The landlord might want to see your passport and will most probably keep a copy of it. They may also require photographs and your address in your home country so that they can register you with the police (a routine process in Delhi).
The Delhi Rent Act (http://www.docstoc.com/search/The-Delhi-Rent-Act/) stipulates specifications regarding the landlord and the tenant, of registration of tenancy agreements, standard rent, rent payable and other charges payable. It also clearly defines the duties of the tenant and the landlord and the recovery of possession under different circumstances. It has been designed to protect both the tenant and the owner.
Lease agreements should be typed on government-issued “stamp paper”, signed on each page by both the tenant and the landlord, and notarized. The following is a list of elements typical to most lease agreements in Delhi.

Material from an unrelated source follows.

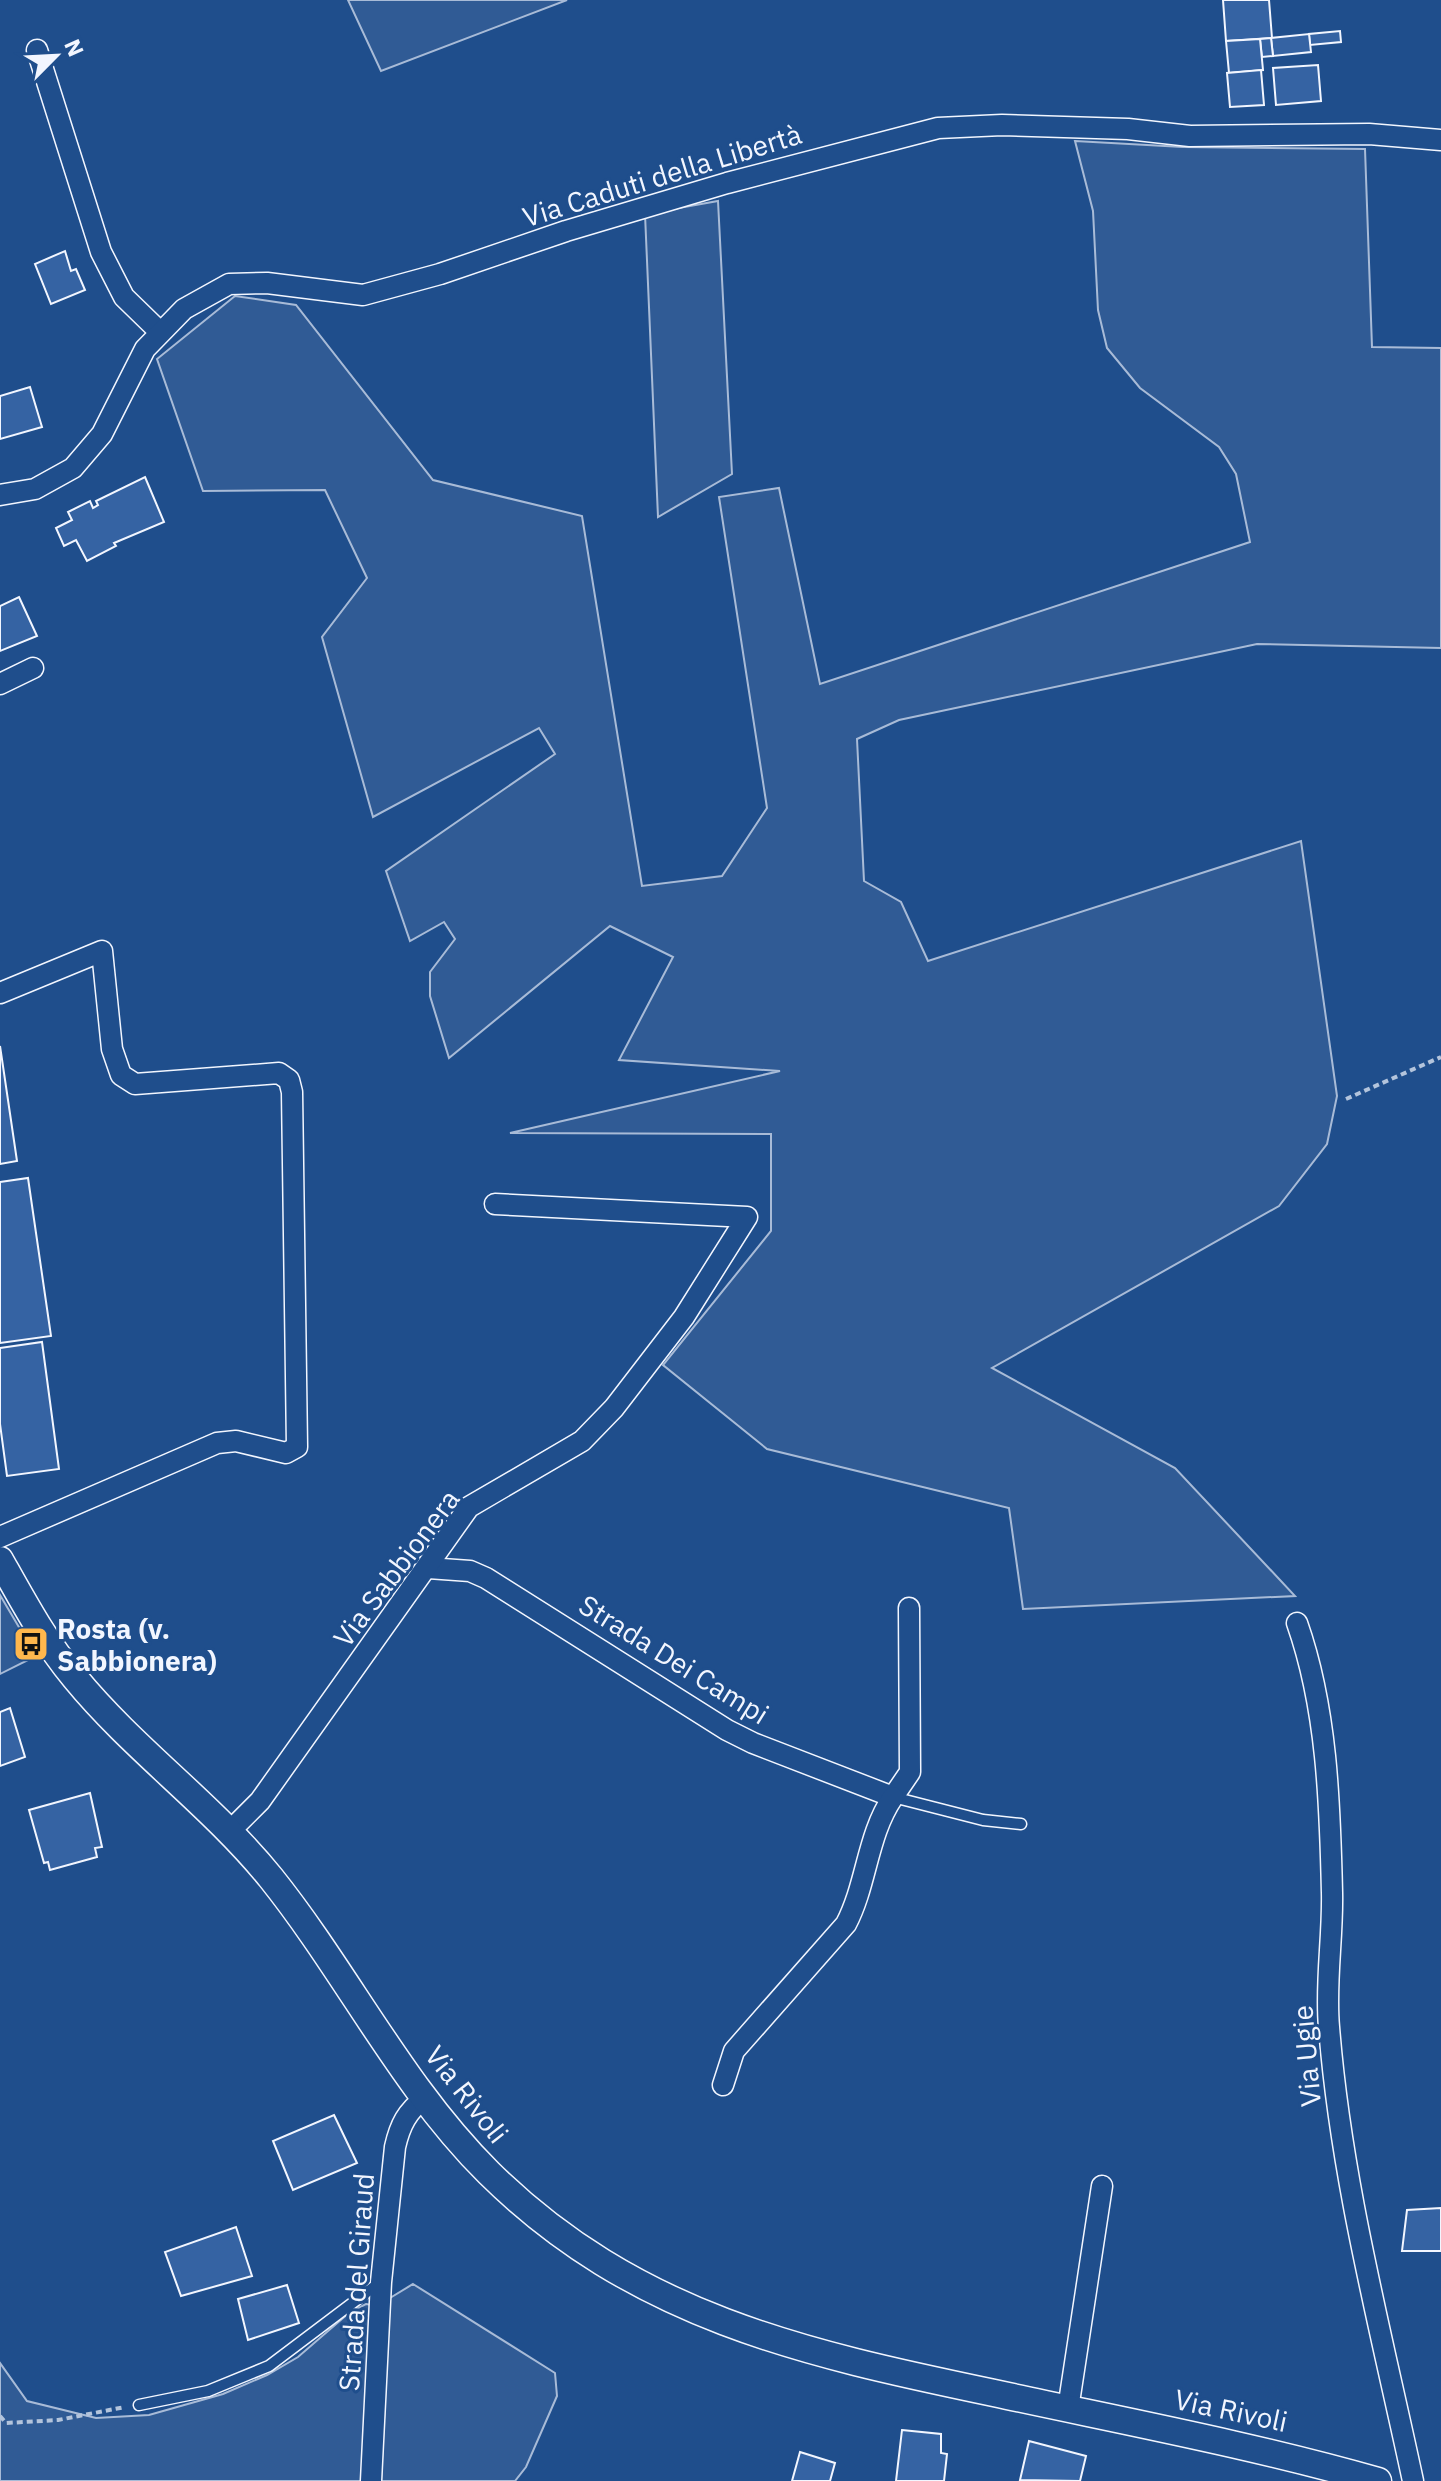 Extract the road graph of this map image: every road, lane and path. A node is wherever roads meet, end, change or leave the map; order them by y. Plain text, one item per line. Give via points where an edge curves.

- Lease agreements are to be signed in multiples of 11 months.
- A Leave and License Agreement (which is a lease) generally does not exceed three years.

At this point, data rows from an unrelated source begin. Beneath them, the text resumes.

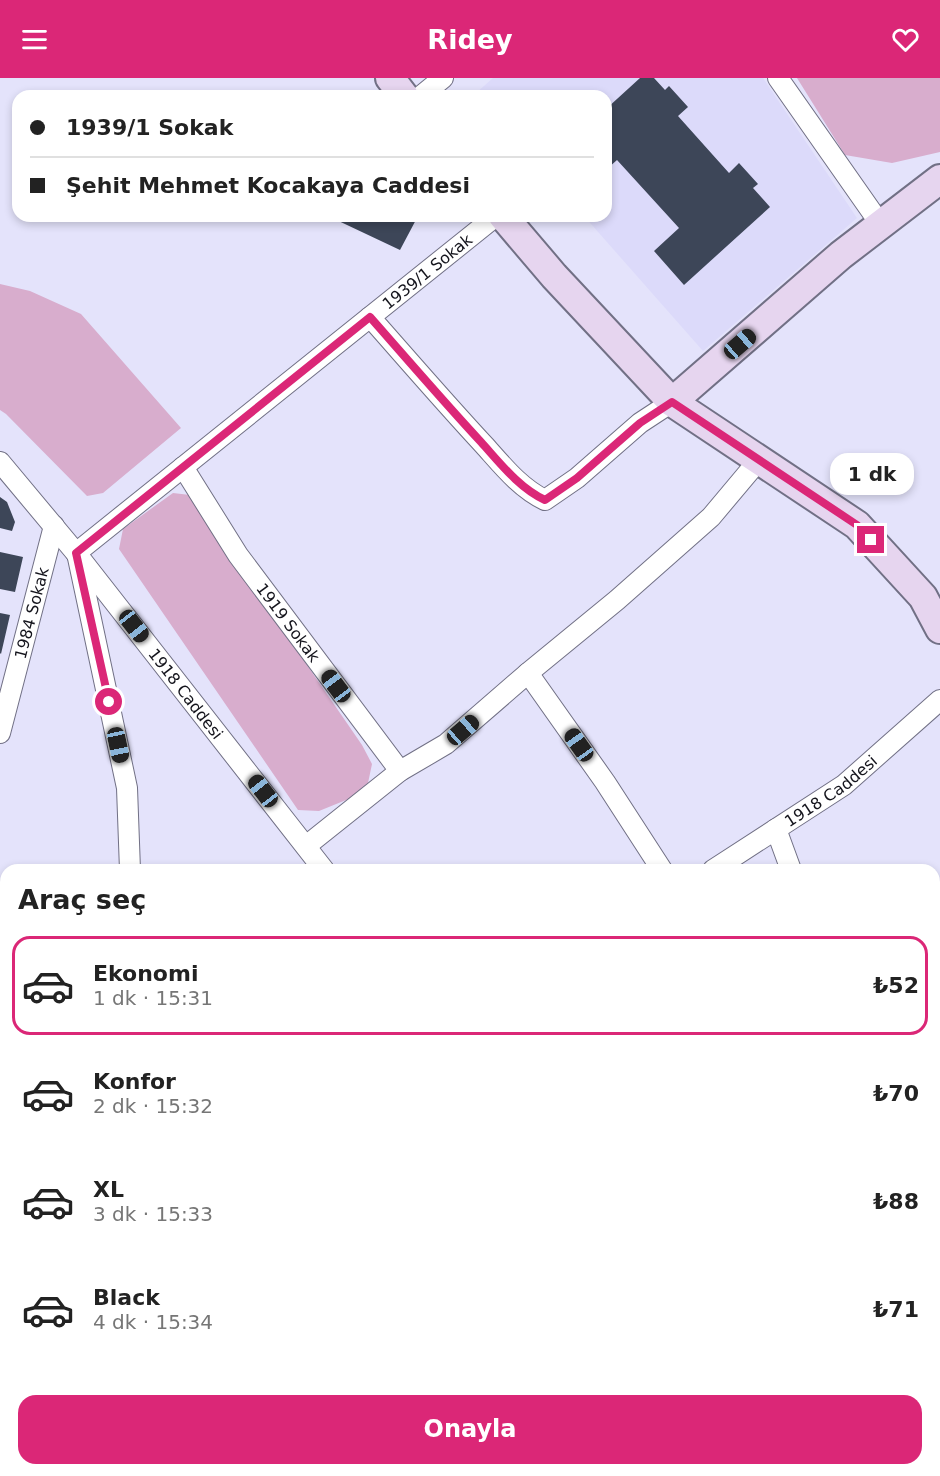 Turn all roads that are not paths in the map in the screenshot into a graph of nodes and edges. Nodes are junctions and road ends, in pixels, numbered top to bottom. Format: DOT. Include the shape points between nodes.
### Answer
graph roads {
  1 [pos="390,78"];
  2 [pos="443,78"];
  3 [pos="778,78"];
  4 [pos="399,90"];
  5 [pos="428,90"];
  6 [pos="940,179"];
  7 [pos="489,222"];
  8 [pos="508,222"];
  9 [pos="881,225"];
  10 [pos="370,317"];
  11 [pos="672,402"];
  12 [pos="758,461"];
  13 [pos="0,462"];
  14 [pos="183,467"];
  15 [pos="54,526"];
  16 [pos="76,553"];
  17 [pos="940,629"];
  18 [pos="528,673"];
  19 [pos="940,700"];
  20 [pos="0,733"];
  21 [pos="400,771"];
  22 [pos="776,829"];
  23 [pos="306,846"];
  24 [pos="130,864"];
  25 [pos="320,864"];
  26 [pos="658,864"];
  27 [pos="722,864"];
  28 [pos="789,864"];
  1 -- 4 [label="street"];
  2 -- 5 [label="street"];
  3 -- 9 [label="street"];
  6 -- 9 [label="street"];
  7 -- 10 [label="street, 1939/1 Sokak"];
  8 -- 11 [label="street"];
  9 -- 11 [label="street"];
  10 -- 11 [label="street" via="510,473 531,494 545,500"];
  10 -- 14 [label="street, 1939/1 Sokak"];
  11 -- 12 [label="street"];
  12 -- 17 [label="street" via="857,525 923,597"];
  12 -- 18 [label="street" via="711,517"];
  13 -- 15 [label="street, 1918 Caddesi"];
  14 -- 16 [label="street, 1939/1 Sokak"];
  14 -- 21 [label="street, 1919 Sokak" via="238,555"];
  15 -- 16 [label="street, 1918 Caddesi"];
  15 -- 20 [label="street, 1984 Sokak"];
  16 -- 23 [label="street, 1918 Caddesi"];
  16 -- 24 [label="street" via="127,788"];
  18 -- 21 [label="street" via="446,744"];
  18 -- 26 [label="street"];
  19 -- 22 [label="street, 1918 Caddesi" via="844,785"];
  21 -- 23 [label="street"];
  22 -- 27 [label="street, 1918 Caddesi"];
  22 -- 28 [label="street"];
  23 -- 25 [label="street, 1918 Caddesi"];
}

- You can either have your company lease the property, where your company pays the deposit and rent, or lease it yourself, where you will be making the payment yourself.

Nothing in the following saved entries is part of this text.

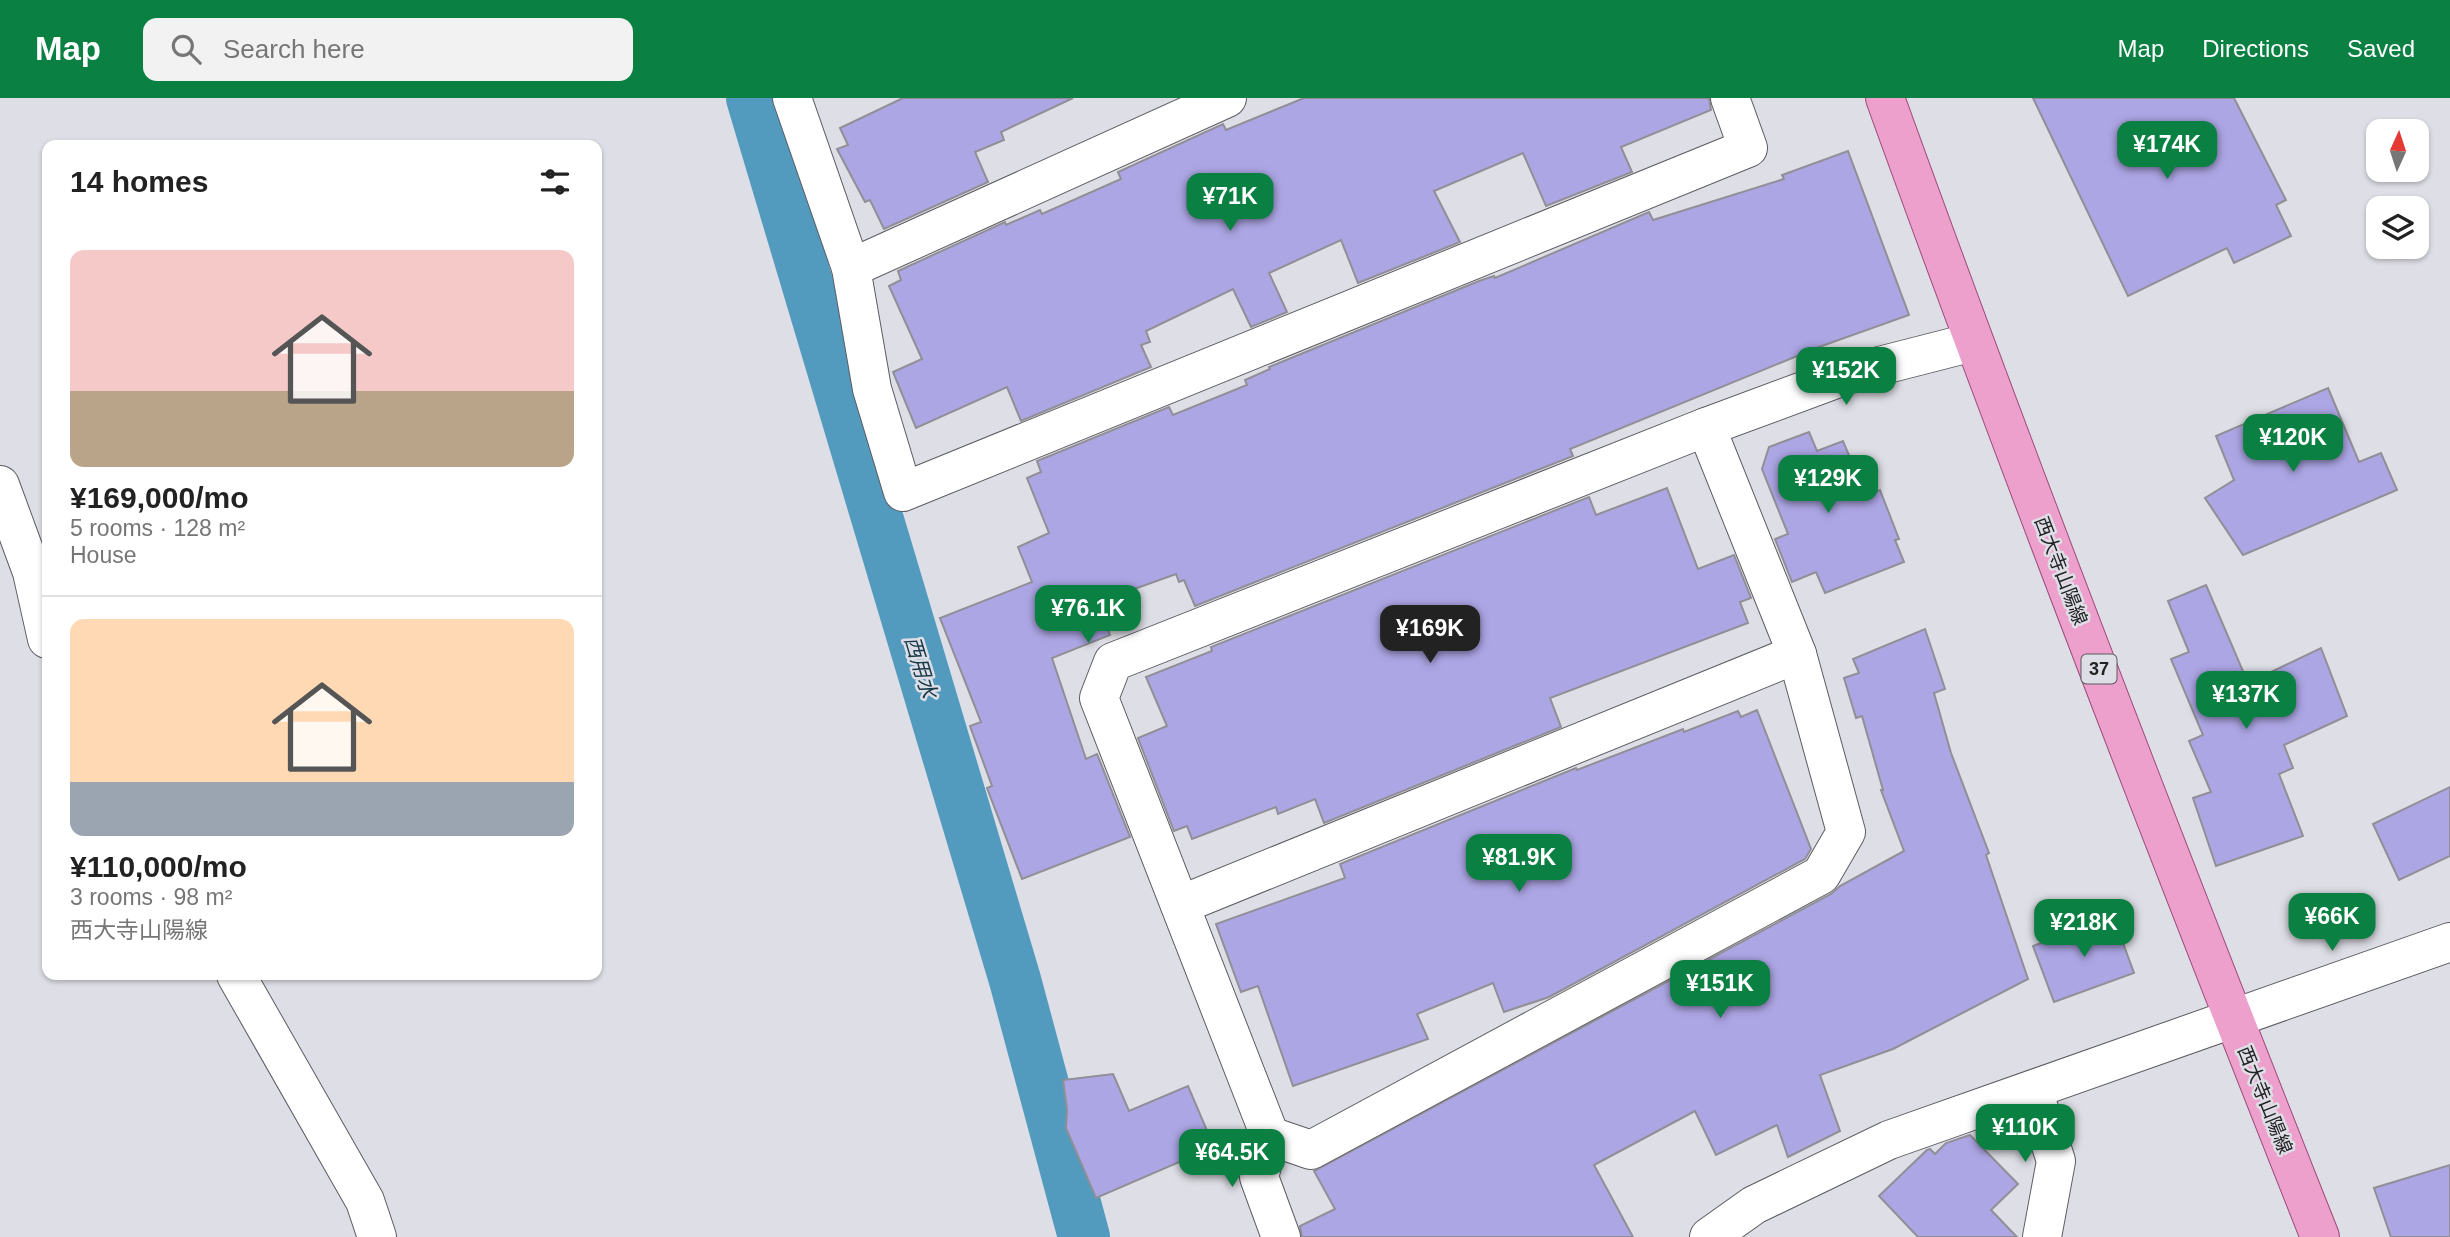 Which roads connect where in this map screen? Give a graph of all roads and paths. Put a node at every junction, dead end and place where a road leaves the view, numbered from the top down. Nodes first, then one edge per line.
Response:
1 (792, 98) edge
2 (1227, 98) edge
3 (1730, 98) edge
4 (1885, 98) edge
5 (851, 268) junction
6 (1973, 342) junction
7 (1706, 427) junction
8 (0, 485) edge
9 (42, 617) edge
10 (1797, 654) junction
11 (1180, 905) junction
12 (2450, 942) edge
13 (239, 980) edge
14 (2234, 1020) junction
15 (2033, 1090) junction
16 (1270, 1136) junction
17 (377, 1237) edge
18 (1281, 1237) edge
19 (1709, 1237) edge
20 (2042, 1237) edge
21 (2320, 1237) edge

1 - 5 street
2 - 5 street
3 - 5 street
4 - 6 main road, 西大寺山陽線 / 37
6 - 7 street
6 - 14 main road, 西大寺山陽線 / 37
7 - 10 street
7 - 11 street
8 - 9 street
10 - 11 street
10 - 16 street
11 - 16 street
12 - 14 street
13 - 17 street
14 - 15 street
14 - 21 main road, 西大寺山陽線 / 37
15 - 19 street
15 - 20 street
16 - 18 street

- The security deposit required is usually two months’ rent, which is to be paid in advance or in some cases, in two or three installments if it is agreeable to the landlord. It will be reimbursed to when you leave the house.
- Apart from the rent, you will also have to pay your electricity charges, cooking gas, water charges, building maintenance, and society membership charges as applicable. Utilities such as water and electricity are usually not included in the rent. This should be outlined in the contract.
- The termination clause is important in a lease agreement as it outlines the period of the contract, and the notice required for dissolution. In certain cases, you may be required to give the landlord the rent for the complete duration of the contract, or for the notice period remaining. Typically the notice period for termination is between 1 and 3 months. You could also negotiate the terms of the termination clause with your landlord.
According to global real estate consultant Cushman & Wakefield, central Delhi locations have witnessed appreciation in rentals as demand in these locations was driven up by expatriates who have the ability to pay higher rentals. A majority of the south Delhi locations, too, registered an increase in the range of 7-11 percent primarily due to limited scope of development and buoyant demand.
The cost of rentals vary greatly in Delhi, and although certain neighbourhoods are more expensive than others, there can be a wide gap of rental prices within the same area. At the low end, expect to pay at least Rs. 15,000 for a one-bedroom or about Rs. 30,000 for a 2/3 bedroom apartment in a good neighborhood. You can safely expect to pay upwards of Rs 50,000 for 3/4 bedroom house (with servant quarters if possible) in a gated or up-scale South Delhi community.
For a latest view of the rental markets you can visit these websites:
Local property dealers can help find the best accommodation on a commission basis, which is normally equivalent to one-month’s rent. National dailies like the ‘The Times of India’ and ‘Hindustan Times’ and their supplements ‘Times Properties’ and ‘HT Estates’ also provide information about the prevailing property rates in Delhi.